Stored data entries
▼

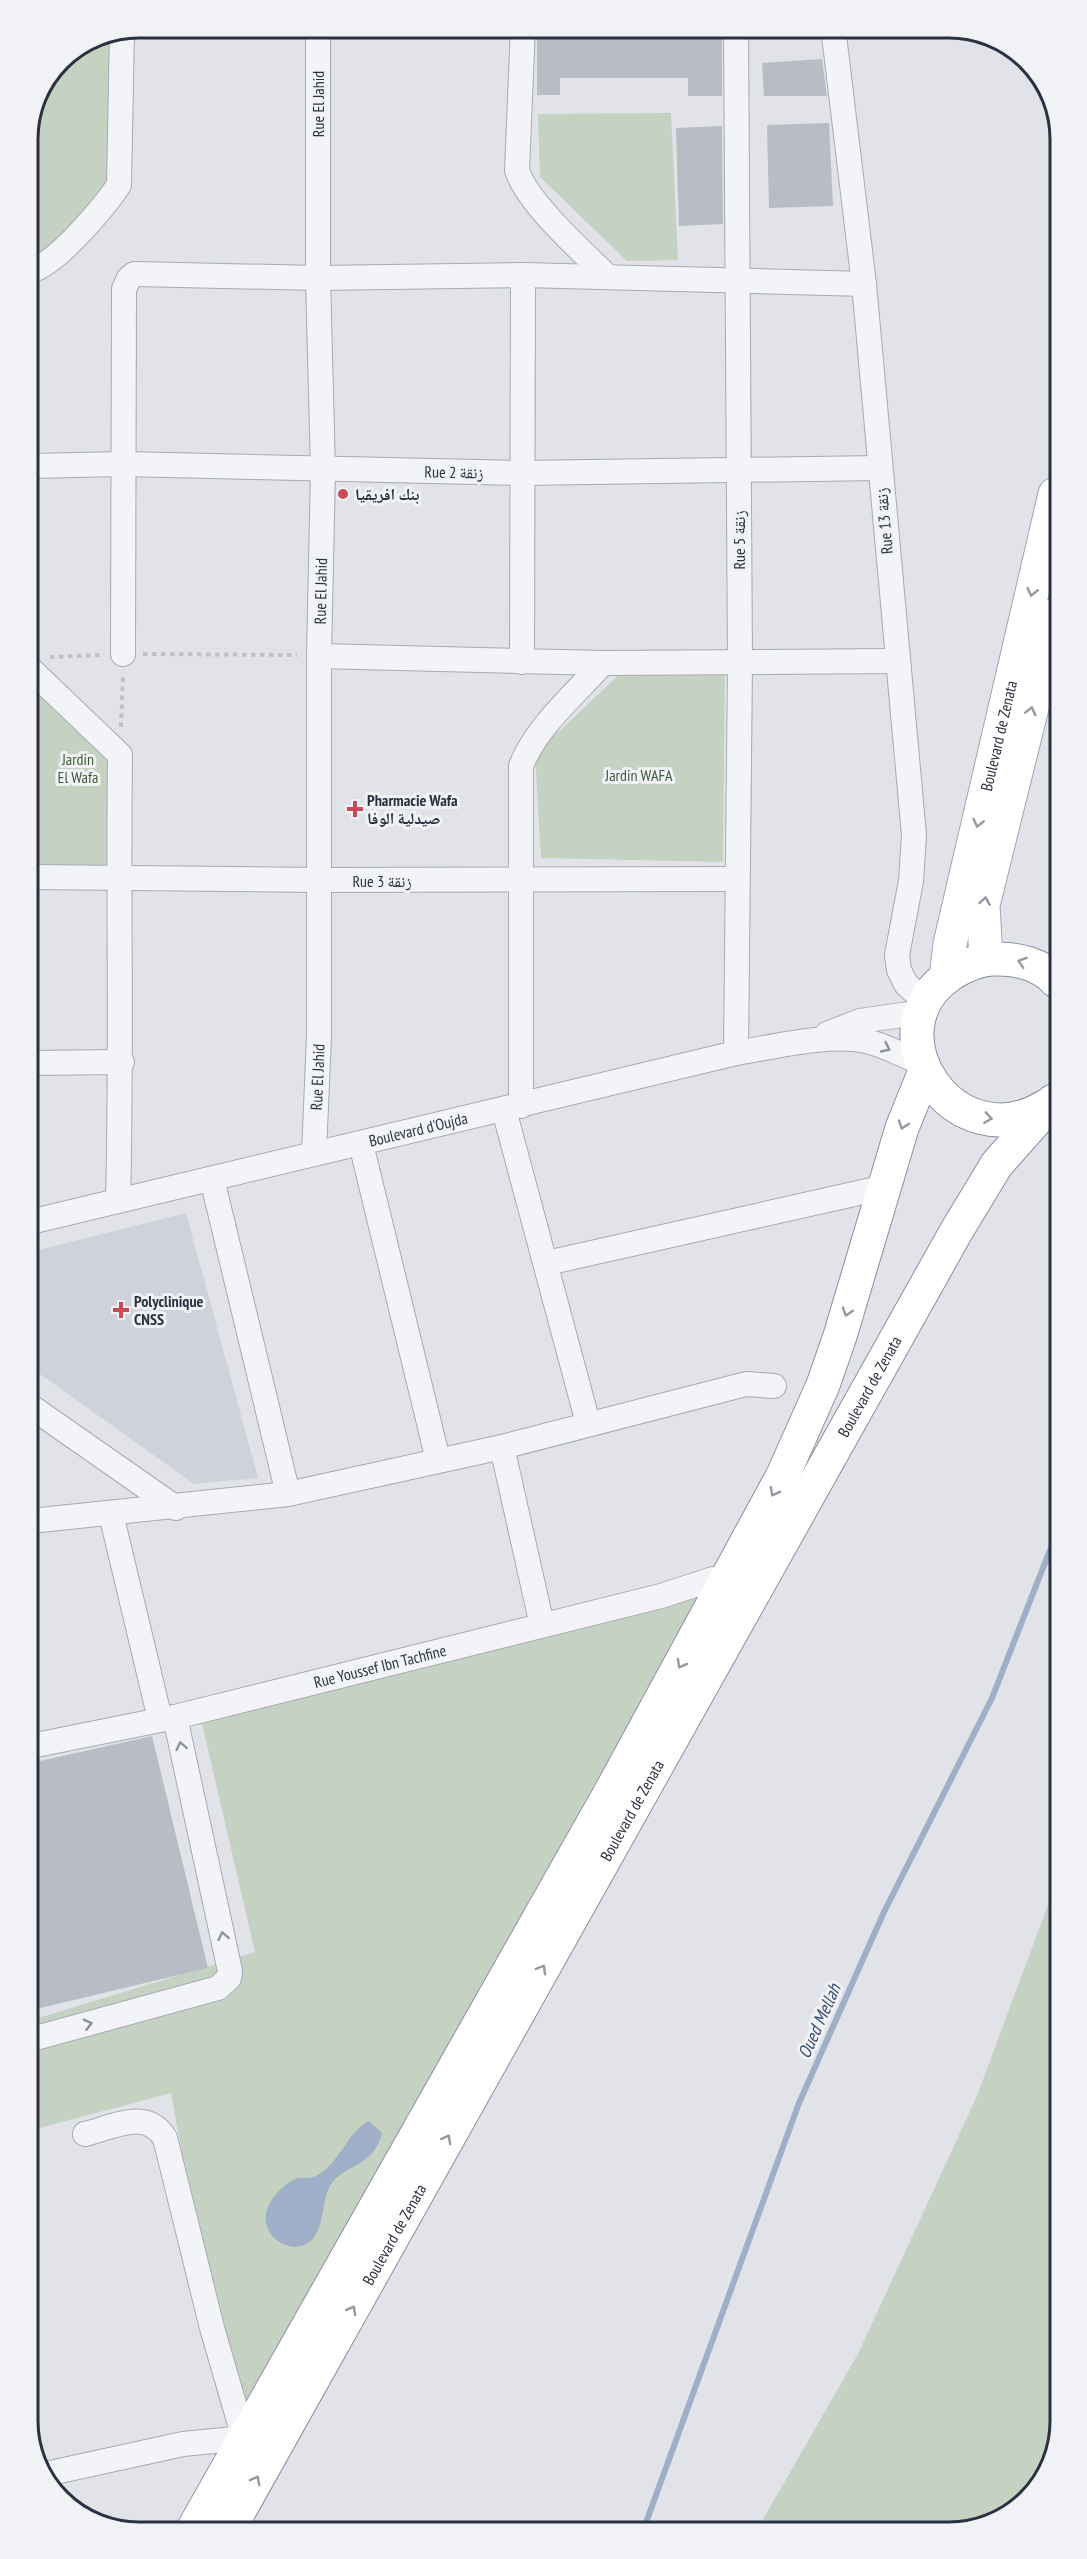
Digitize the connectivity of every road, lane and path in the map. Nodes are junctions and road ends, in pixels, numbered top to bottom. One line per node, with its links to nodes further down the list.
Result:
1 (318, 38): 8 (street, Rue El Jahid)
2 (523, 38): 9 (street)
3 (736, 38): 10 (street, Rue 5 زنقة)
4 (834, 38): 11 (street, Rue 13 زنقة)
5 (122, 39): 6 (street)
6 (38, 268)
7 (523, 275): 8 (street); 9 (street); 17 (street)
8 (318, 278): 12 (street); 16 (street, Rue El Jahid)
9 (608, 278): 10 (street)
10 (738, 281): 11 (street); 15 (street, Rue 5 زنقة)
11 (864, 284): 14 (street, Rue 13 زنقة)
12 (123, 464): 13 (street, Rue 2 زنقة); 16 (street, Rue 2 زنقة); 20 (street)
13 (38, 466)
14 (879, 468): 15 (street, Rue 2 زنقة); 22 (street, Rue 13 زنقة)
15 (739, 469): 17 (street, Rue 2 زنقة); 26 (street, Rue 5 زنقة)
16 (323, 470): 17 (street, Rue 2 زنقة); 21 (street, Rue El Jahid)
17 (521, 473): 23 (street)
18 (1050, 515): 36 (main road, Boulevard de Zenata, one-way to 36)
19 (1050, 635): 34 (main road, Boulevard de Zenata, one-way to 19)
20 (123, 654): 21 (path); 24 (path); 28 (path)
21 (319, 656): 23 (street); 32 (street, Rue El Jahid)
22 (897, 661): 26 (street); 36 (street, Rue 13 زنقة)
23 (522, 662): 25 (street)
24 (38, 663)
25 (603, 663): 26 (street); 33 (street)
26 (740, 663): 31 (street, Rue 5 زنقة)
27 (38, 667): 28 (street)
28 (120, 755): 30 (street)
29 (38, 877): 30 (street, Rue 3 زنقة)
30 (118, 878): 32 (street, Rue 3 زنقة); 39 (street)
31 (736, 879): 33 (street, Rue 3 زنقة); 38 (street, Rue 5 زنقة)
32 (318, 880): 33 (street, Rue 3 زنقة); 46 (street, Rue El Jahid)
33 (520, 881): 44 (street)
34 (986, 959): 35 (main road, one-way to 34); 36 (main road)
35 (1050, 976)
36 (932, 998): 37 (street, Boulevard d'Oujda); 41 (main road, Boulevard de Zenata)
37 (808, 1042): 38 (street, Boulevard d'Oujda); 41 (street, Boulevard d'Oujda, one-way to 41)
38 (736, 1053): 44 (street, Boulevard d'Oujda)
39 (122, 1062): 40 (street); 49 (street)
40 (38, 1063)
41 (923, 1067): 42 (main road, one-way to 42); 48 (main road, Boulevard de Zenata, one-way to 48)
42 (1050, 1102)
43 (1050, 1105): 70 (main road, Boulevard de Zenata, one-way to 43)
44 (512, 1108): 45 (street, Boulevard d'Oujda); 51 (street)
45 (361, 1144): 46 (street, Boulevard d'Oujda); 56 (street)
46 (314, 1153): 47 (street, Boulevard d'Oujda)
47 (212, 1179): 49 (street, Boulevard d'Oujda); 57 (street)
48 (885, 1187): 51 (street); 61 (main road, Boulevard de Zenata, one-way to 61)
49 (118, 1201): 50 (street, Boulevard d'Oujda)
50 (38, 1220)
51 (547, 1263): 54 (street)
52 (774, 1386): 54 (street)
53 (38, 1412): 58 (street)
54 (588, 1423): 55 (street)
55 (502, 1447): 56 (street); 62 (street)
56 (438, 1460): 57 (street)
57 (288, 1494): 58 (street)
58 (176, 1508): 59 (street)
59 (111, 1514): 60 (street); 63 (street)
60 (38, 1520)
61 (728, 1578): 62 (street, Rue Youssef Ibn Tachfine); 67 (main road, Boulevard de Zenata, one-way to 67)
62 (542, 1625): 63 (street, Rue Youssef Ibn Tachfine)
63 (167, 1718): 64 (street, Rue Youssef Ibn Tachfine); 65 (street, one-way to 63)
64 (38, 1745)
65 (38, 2037)
66 (85, 2134): 67 (street)
67 (244, 2438): 68 (street); 69 (main road, Boulevard de Zenata)
68 (52, 2473)
69 (204, 2521)
70 (234, 2521)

▲

#### [Exercise instructions]
All entries above are to be restated exactly, with every image omitted.

#### [Written response]
Digitize the connectivity of every road, lane and path in the map. Nodes are junctions and road ends, in pixels, numbered top to bottom. One line per node, with its links to nodes further down the list.
Result:
1 (318, 38): 8 (street, Rue El Jahid)
2 (523, 38): 9 (street)
3 (736, 38): 10 (street, Rue 5 زنقة)
4 (834, 38): 11 (street, Rue 13 زنقة)
5 (122, 39): 6 (street)
6 (38, 268)
7 (523, 275): 8 (street); 9 (street); 17 (street)
8 (318, 278): 12 (street); 16 (street, Rue El Jahid)
9 (608, 278): 10 (street)
10 (738, 281): 11 (street); 15 (street, Rue 5 زنقة)
11 (864, 284): 14 (street, Rue 13 زنقة)
12 (123, 464): 13 (street, Rue 2 زنقة); 16 (street, Rue 2 زنقة); 20 (street)
13 (38, 466)
14 (879, 468): 15 (street, Rue 2 زنقة); 22 (street, Rue 13 زنقة)
15 (739, 469): 17 (street, Rue 2 زنقة); 26 (street, Rue 5 زنقة)
16 (323, 470): 17 (street, Rue 2 زنقة); 21 (street, Rue El Jahid)
17 (521, 473): 23 (street)
18 (1050, 515): 36 (main road, Boulevard de Zenata, one-way to 36)
19 (1050, 635): 34 (main road, Boulevard de Zenata, one-way to 19)
20 (123, 654): 21 (path); 24 (path); 28 (path)
21 (319, 656): 23 (street); 32 (street, Rue El Jahid)
22 (897, 661): 26 (street); 36 (street, Rue 13 زنقة)
23 (522, 662): 25 (street)
24 (38, 663)
25 (603, 663): 26 (street); 33 (street)
26 (740, 663): 31 (street, Rue 5 زنقة)
27 (38, 667): 28 (street)
28 (120, 755): 30 (street)
29 (38, 877): 30 (street, Rue 3 زنقة)
30 (118, 878): 32 (street, Rue 3 زنقة); 39 (street)
31 (736, 879): 33 (street, Rue 3 زنقة); 38 (street, Rue 5 زنقة)
32 (318, 880): 33 (street, Rue 3 زنقة); 46 (street, Rue El Jahid)
33 (520, 881): 44 (street)
34 (986, 959): 35 (main road, one-way to 34); 36 (main road)
35 (1050, 976)
36 (932, 998): 37 (street, Boulevard d'Oujda); 41 (main road, Boulevard de Zenata)
37 (808, 1042): 38 (street, Boulevard d'Oujda); 41 (street, Boulevard d'Oujda, one-way to 41)
38 (736, 1053): 44 (street, Boulevard d'Oujda)
39 (122, 1062): 40 (street); 49 (street)
40 (38, 1063)
41 (923, 1067): 42 (main road, one-way to 42); 48 (main road, Boulevard de Zenata, one-way to 48)
42 (1050, 1102)
43 (1050, 1105): 70 (main road, Boulevard de Zenata, one-way to 43)
44 (512, 1108): 45 (street, Boulevard d'Oujda); 51 (street)
45 (361, 1144): 46 (street, Boulevard d'Oujda); 56 (street)
46 (314, 1153): 47 (street, Boulevard d'Oujda)
47 (212, 1179): 49 (street, Boulevard d'Oujda); 57 (street)
48 (885, 1187): 51 (street); 61 (main road, Boulevard de Zenata, one-way to 61)
49 (118, 1201): 50 (street, Boulevard d'Oujda)
50 (38, 1220)
51 (547, 1263): 54 (street)
52 (774, 1386): 54 (street)
53 (38, 1412): 58 (street)
54 (588, 1423): 55 (street)
55 (502, 1447): 56 (street); 62 (street)
56 (438, 1460): 57 (street)
57 (288, 1494): 58 (street)
58 (176, 1508): 59 (street)
59 (111, 1514): 60 (street); 63 (street)
60 (38, 1520)
61 (728, 1578): 62 (street, Rue Youssef Ibn Tachfine); 67 (main road, Boulevard de Zenata, one-way to 67)
62 (542, 1625): 63 (street, Rue Youssef Ibn Tachfine)
63 (167, 1718): 64 (street, Rue Youssef Ibn Tachfine); 65 (street, one-way to 63)
64 (38, 1745)
65 (38, 2037)
66 (85, 2134): 67 (street)
67 (244, 2438): 68 (street); 69 (main road, Boulevard de Zenata)
68 (52, 2473)
69 (204, 2521)
70 (234, 2521)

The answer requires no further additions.